Tuesday, July 03, 2012

Canterbury → Bristol → Bath → Avebury → Canterbury

The annual solstice trip... This time I started by putting my bike on a train to Bristol so I could catch the end of Laurie and Alice's latest exhibition, Dowsing For Water. These are Sondryfolk friends exhibiting in collaboration with a couple of other artists on a watery theme, in a reclaimed space that used to be a hairdressers, not too far from Temple Meads station — one of these being Azusa, who installed a beautiful sculptural piece in the 'Sondryfolk Forest' at last summer's Smugglers festival.

Kirby, once part of Canterbury's Furthur collective, now doing a woodcraft apprenticeship at an amazing place near Bath, also turned up to catch the end of the exhibition, as did Sondryfolk's Sophie, so we all ended up having dinner together, listening to the most recent online mix by our pal Adam Dawson (also once part of Furthur), a little Canterbury cultural outpost in the middle of Bristol. Dawson's mix had one particular standout moment, something I didn't know but Kirby which instantly recognised, "You Know, You Know" from Mahavishnu Orchestra's debut album The Inner Mounting Flame, one I've since checked out in detail.

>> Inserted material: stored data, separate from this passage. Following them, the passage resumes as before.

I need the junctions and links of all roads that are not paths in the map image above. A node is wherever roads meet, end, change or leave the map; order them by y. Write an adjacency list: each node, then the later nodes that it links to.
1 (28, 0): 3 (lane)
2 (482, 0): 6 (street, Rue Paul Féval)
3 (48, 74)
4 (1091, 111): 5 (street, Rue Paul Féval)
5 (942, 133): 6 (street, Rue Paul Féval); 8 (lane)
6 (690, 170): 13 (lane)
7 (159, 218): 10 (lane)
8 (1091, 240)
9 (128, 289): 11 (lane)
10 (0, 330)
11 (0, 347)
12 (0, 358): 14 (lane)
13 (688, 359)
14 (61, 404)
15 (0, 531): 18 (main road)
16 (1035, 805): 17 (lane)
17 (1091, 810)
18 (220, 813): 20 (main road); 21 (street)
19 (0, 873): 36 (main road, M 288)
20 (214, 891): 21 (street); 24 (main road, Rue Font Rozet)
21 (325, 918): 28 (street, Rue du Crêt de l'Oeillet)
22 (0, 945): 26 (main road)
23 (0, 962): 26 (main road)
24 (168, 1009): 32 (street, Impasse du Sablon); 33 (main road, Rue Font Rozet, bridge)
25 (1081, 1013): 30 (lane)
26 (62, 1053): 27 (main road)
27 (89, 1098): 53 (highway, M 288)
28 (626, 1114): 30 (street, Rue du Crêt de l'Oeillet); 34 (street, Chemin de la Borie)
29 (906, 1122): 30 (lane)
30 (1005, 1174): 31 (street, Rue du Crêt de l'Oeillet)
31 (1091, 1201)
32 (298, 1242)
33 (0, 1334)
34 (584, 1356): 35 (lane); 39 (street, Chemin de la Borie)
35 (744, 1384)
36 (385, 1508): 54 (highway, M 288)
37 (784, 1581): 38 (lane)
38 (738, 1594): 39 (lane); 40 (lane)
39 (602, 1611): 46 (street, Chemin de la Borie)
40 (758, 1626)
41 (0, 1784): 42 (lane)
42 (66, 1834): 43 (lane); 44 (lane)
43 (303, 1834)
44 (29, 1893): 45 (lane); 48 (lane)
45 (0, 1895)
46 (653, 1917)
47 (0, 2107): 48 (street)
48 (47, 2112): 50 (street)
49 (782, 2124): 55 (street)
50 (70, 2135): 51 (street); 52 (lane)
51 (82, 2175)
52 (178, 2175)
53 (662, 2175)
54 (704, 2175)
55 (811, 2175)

You Know, You Know by Mahavishnu Orchestra on Grooveshark

The next day, after a communal breakfast and a quick look at the postcard art exhibition at Spike Island, Sophie gave Kirby and I a lift out to his woods, and he then gave us a tour of the place, a real privilege. He's completely in his element there, learning a huge amount (coppicing, charcoal burning, green woodworking, and a lot more). No time to play guitar or make conceptual art though! Back in Bristol, Laurie had arranged to get me in to the play that night at The Tobacco Factory (the theatre where she and Alice work). This was Dancing at Lughnasa, written by the Irish playwright Brian Friel in 1990, set in County Donegal in 1936, performed by students from the Bristol Old Vic. An excellent play, and a pretty good performance overall, held my attention for 2.75 hours. Laurie would have preferred to have had me see some of the more experimental work that gets performed there, this being one recent example, devised by the experimental New York composer John Moran:

The next day I was cycling the luxurious bike path along the old railway line from Bristol to Bath, to catch up with Rosie and Percy at the Widcombe Rising street festival, an event which happens every two years. I had lunch up at Rosie's first (after cycling around Bath lost for a while) and we wandered down to catch a variety of street theatre and music, including Bath's most in-demand cellist, Beth Porter and the Availables, and Hodmadoddery (two folky blokes with guitars and harmonies who've clearly been playing a lot together over the years). Upstairs at the Natural Theatre premises, done up in Victorian colonial lounge style, men in white suits were playing crazy klezmer on unlikely instruments while we sipped tea. Back outside, the Jaipur Kawa Brass Band from Rajasthan were standing in a circle playing incongruous Rajasthani brass band music in between various players performing circus/contortionist-type tricks.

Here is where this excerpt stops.